(Stored items)
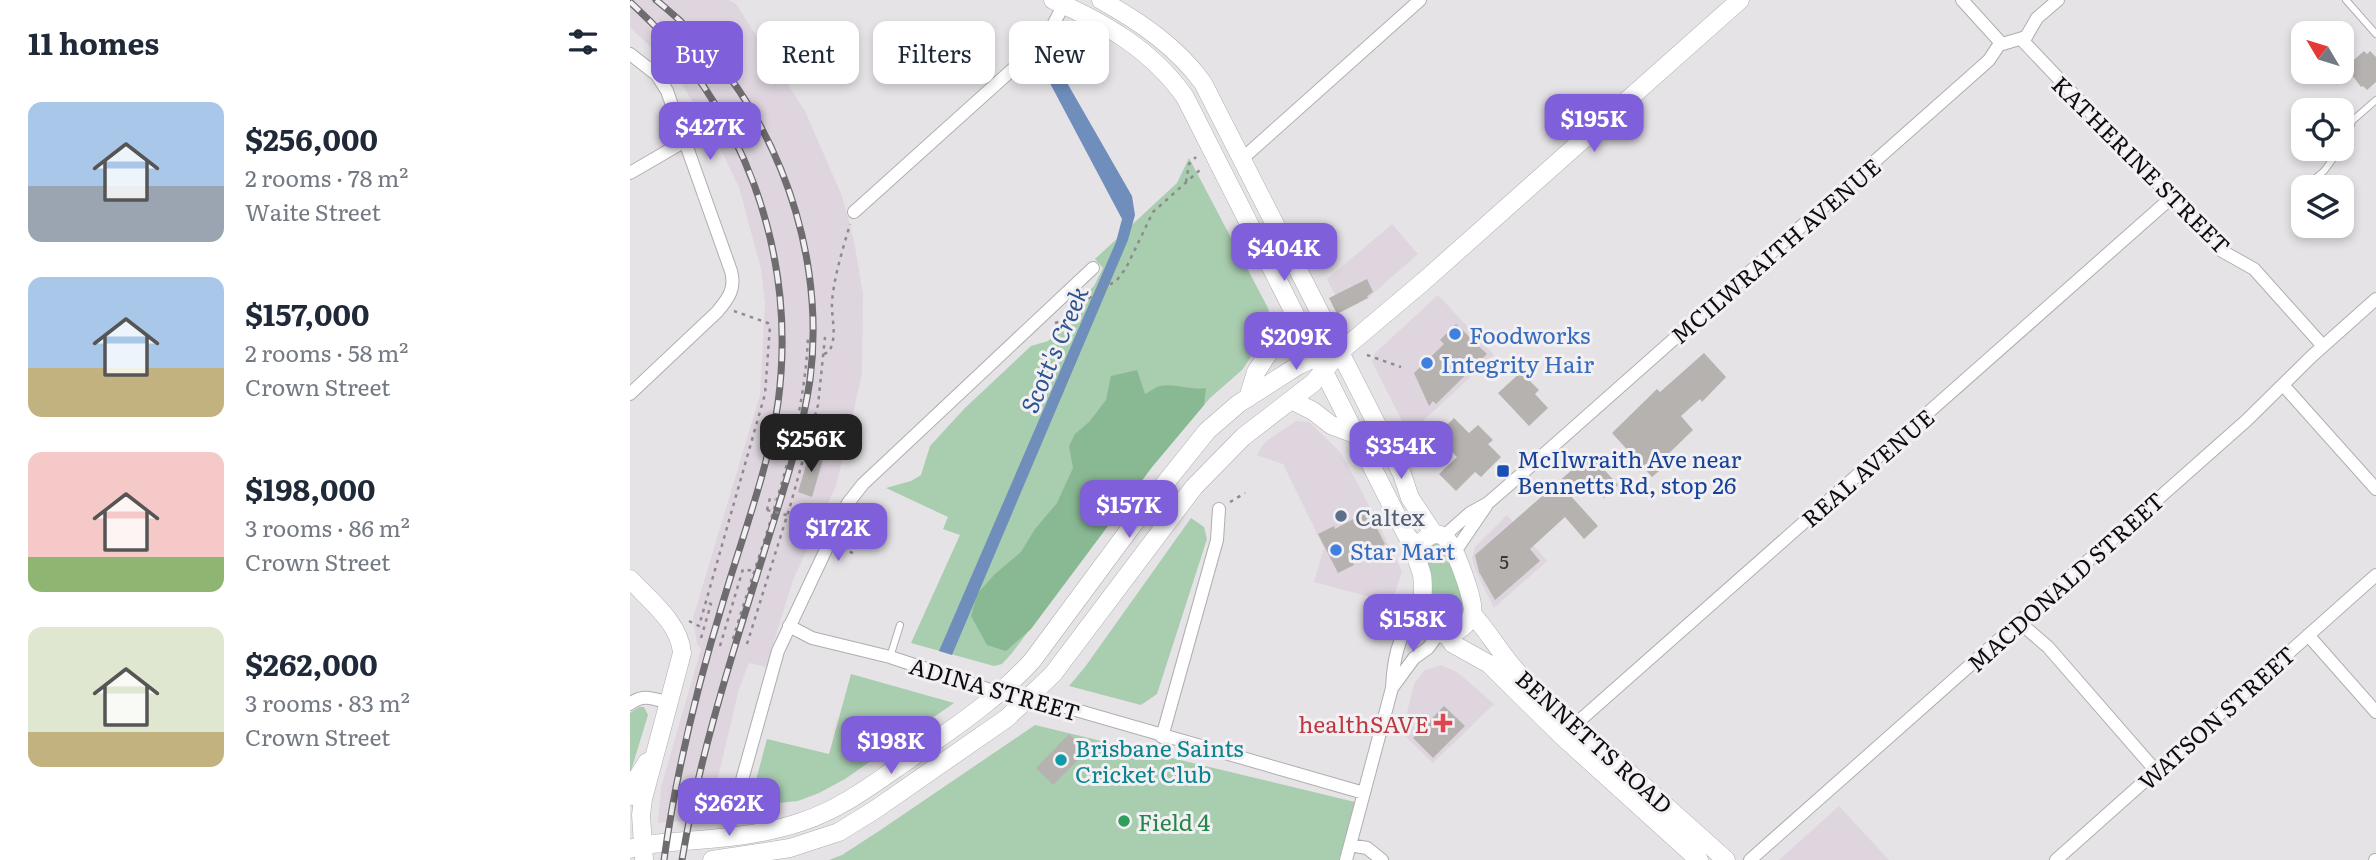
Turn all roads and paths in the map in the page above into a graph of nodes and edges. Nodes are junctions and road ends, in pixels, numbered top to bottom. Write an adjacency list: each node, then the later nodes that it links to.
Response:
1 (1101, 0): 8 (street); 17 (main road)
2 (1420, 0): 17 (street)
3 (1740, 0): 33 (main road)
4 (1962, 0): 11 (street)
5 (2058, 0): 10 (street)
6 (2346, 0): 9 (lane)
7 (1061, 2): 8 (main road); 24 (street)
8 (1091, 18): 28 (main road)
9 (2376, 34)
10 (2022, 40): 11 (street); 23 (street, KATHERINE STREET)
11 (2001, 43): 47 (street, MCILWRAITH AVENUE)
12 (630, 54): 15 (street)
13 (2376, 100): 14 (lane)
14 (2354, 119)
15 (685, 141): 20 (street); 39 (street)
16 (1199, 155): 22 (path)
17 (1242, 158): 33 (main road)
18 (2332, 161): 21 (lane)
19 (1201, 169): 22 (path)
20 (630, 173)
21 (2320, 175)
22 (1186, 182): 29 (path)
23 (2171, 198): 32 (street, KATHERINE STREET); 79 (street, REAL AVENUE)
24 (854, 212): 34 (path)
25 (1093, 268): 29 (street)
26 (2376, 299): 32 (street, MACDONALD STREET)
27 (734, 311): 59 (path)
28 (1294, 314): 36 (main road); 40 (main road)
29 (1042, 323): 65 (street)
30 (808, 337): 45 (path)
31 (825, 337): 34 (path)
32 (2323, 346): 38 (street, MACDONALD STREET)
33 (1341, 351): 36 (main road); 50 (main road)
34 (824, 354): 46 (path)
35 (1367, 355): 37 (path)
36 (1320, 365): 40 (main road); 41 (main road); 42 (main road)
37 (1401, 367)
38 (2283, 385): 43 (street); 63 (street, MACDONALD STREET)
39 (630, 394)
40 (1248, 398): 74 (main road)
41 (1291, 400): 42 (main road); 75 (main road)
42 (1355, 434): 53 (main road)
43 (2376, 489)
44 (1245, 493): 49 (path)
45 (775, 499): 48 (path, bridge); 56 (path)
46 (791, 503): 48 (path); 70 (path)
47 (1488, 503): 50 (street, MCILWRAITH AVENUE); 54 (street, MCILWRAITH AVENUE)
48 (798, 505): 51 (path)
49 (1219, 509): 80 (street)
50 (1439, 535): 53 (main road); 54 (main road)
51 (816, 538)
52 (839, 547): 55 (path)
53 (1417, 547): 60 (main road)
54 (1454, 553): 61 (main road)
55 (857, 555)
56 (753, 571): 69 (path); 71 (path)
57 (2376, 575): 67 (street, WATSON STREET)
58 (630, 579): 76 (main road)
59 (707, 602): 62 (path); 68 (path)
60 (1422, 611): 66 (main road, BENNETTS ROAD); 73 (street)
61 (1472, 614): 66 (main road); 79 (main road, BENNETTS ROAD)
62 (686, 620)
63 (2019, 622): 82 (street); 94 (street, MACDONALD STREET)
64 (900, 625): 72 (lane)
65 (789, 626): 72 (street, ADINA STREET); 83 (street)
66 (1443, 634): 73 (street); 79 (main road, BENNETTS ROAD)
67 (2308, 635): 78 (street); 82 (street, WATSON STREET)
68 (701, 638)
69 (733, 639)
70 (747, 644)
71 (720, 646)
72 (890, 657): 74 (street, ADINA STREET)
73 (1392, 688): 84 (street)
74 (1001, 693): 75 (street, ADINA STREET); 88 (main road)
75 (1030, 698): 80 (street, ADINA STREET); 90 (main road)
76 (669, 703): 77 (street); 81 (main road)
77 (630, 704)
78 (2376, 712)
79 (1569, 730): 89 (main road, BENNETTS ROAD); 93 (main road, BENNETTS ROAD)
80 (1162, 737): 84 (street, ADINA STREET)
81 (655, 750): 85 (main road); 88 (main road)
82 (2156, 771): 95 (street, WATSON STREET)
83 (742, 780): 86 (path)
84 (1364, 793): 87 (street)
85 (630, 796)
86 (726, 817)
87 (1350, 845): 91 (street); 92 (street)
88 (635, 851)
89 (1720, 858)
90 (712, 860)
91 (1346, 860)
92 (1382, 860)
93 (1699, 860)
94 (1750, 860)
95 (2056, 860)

● What the task asks
Exact copy, no pictures: reproduce every entry shown above.

● Solution to this task
Turn all roads and paths in the map in the page above into a graph of nodes and edges. Nodes are junctions and road ends, in pixels, numbered top to bottom. Write an adjacency list: each node, then the later nodes that it links to.
Response:
1 (1101, 0): 8 (street); 17 (main road)
2 (1420, 0): 17 (street)
3 (1740, 0): 33 (main road)
4 (1962, 0): 11 (street)
5 (2058, 0): 10 (street)
6 (2346, 0): 9 (lane)
7 (1061, 2): 8 (main road); 24 (street)
8 (1091, 18): 28 (main road)
9 (2376, 34)
10 (2022, 40): 11 (street); 23 (street, KATHERINE STREET)
11 (2001, 43): 47 (street, MCILWRAITH AVENUE)
12 (630, 54): 15 (street)
13 (2376, 100): 14 (lane)
14 (2354, 119)
15 (685, 141): 20 (street); 39 (street)
16 (1199, 155): 22 (path)
17 (1242, 158): 33 (main road)
18 (2332, 161): 21 (lane)
19 (1201, 169): 22 (path)
20 (630, 173)
21 (2320, 175)
22 (1186, 182): 29 (path)
23 (2171, 198): 32 (street, KATHERINE STREET); 79 (street, REAL AVENUE)
24 (854, 212): 34 (path)
25 (1093, 268): 29 (street)
26 (2376, 299): 32 (street, MACDONALD STREET)
27 (734, 311): 59 (path)
28 (1294, 314): 36 (main road); 40 (main road)
29 (1042, 323): 65 (street)
30 (808, 337): 45 (path)
31 (825, 337): 34 (path)
32 (2323, 346): 38 (street, MACDONALD STREET)
33 (1341, 351): 36 (main road); 50 (main road)
34 (824, 354): 46 (path)
35 (1367, 355): 37 (path)
36 (1320, 365): 40 (main road); 41 (main road); 42 (main road)
37 (1401, 367)
38 (2283, 385): 43 (street); 63 (street, MACDONALD STREET)
39 (630, 394)
40 (1248, 398): 74 (main road)
41 (1291, 400): 42 (main road); 75 (main road)
42 (1355, 434): 53 (main road)
43 (2376, 489)
44 (1245, 493): 49 (path)
45 (775, 499): 48 (path, bridge); 56 (path)
46 (791, 503): 48 (path); 70 (path)
47 (1488, 503): 50 (street, MCILWRAITH AVENUE); 54 (street, MCILWRAITH AVENUE)
48 (798, 505): 51 (path)
49 (1219, 509): 80 (street)
50 (1439, 535): 53 (main road); 54 (main road)
51 (816, 538)
52 (839, 547): 55 (path)
53 (1417, 547): 60 (main road)
54 (1454, 553): 61 (main road)
55 (857, 555)
56 (753, 571): 69 (path); 71 (path)
57 (2376, 575): 67 (street, WATSON STREET)
58 (630, 579): 76 (main road)
59 (707, 602): 62 (path); 68 (path)
60 (1422, 611): 66 (main road, BENNETTS ROAD); 73 (street)
61 (1472, 614): 66 (main road); 79 (main road, BENNETTS ROAD)
62 (686, 620)
63 (2019, 622): 82 (street); 94 (street, MACDONALD STREET)
64 (900, 625): 72 (lane)
65 (789, 626): 72 (street, ADINA STREET); 83 (street)
66 (1443, 634): 73 (street); 79 (main road, BENNETTS ROAD)
67 (2308, 635): 78 (street); 82 (street, WATSON STREET)
68 (701, 638)
69 (733, 639)
70 (747, 644)
71 (720, 646)
72 (890, 657): 74 (street, ADINA STREET)
73 (1392, 688): 84 (street)
74 (1001, 693): 75 (street, ADINA STREET); 88 (main road)
75 (1030, 698): 80 (street, ADINA STREET); 90 (main road)
76 (669, 703): 77 (street); 81 (main road)
77 (630, 704)
78 (2376, 712)
79 (1569, 730): 89 (main road, BENNETTS ROAD); 93 (main road, BENNETTS ROAD)
80 (1162, 737): 84 (street, ADINA STREET)
81 (655, 750): 85 (main road); 88 (main road)
82 (2156, 771): 95 (street, WATSON STREET)
83 (742, 780): 86 (path)
84 (1364, 793): 87 (street)
85 (630, 796)
86 (726, 817)
87 (1350, 845): 91 (street); 92 (street)
88 (635, 851)
89 (1720, 858)
90 (712, 860)
91 (1346, 860)
92 (1382, 860)
93 (1699, 860)
94 (1750, 860)
95 (2056, 860)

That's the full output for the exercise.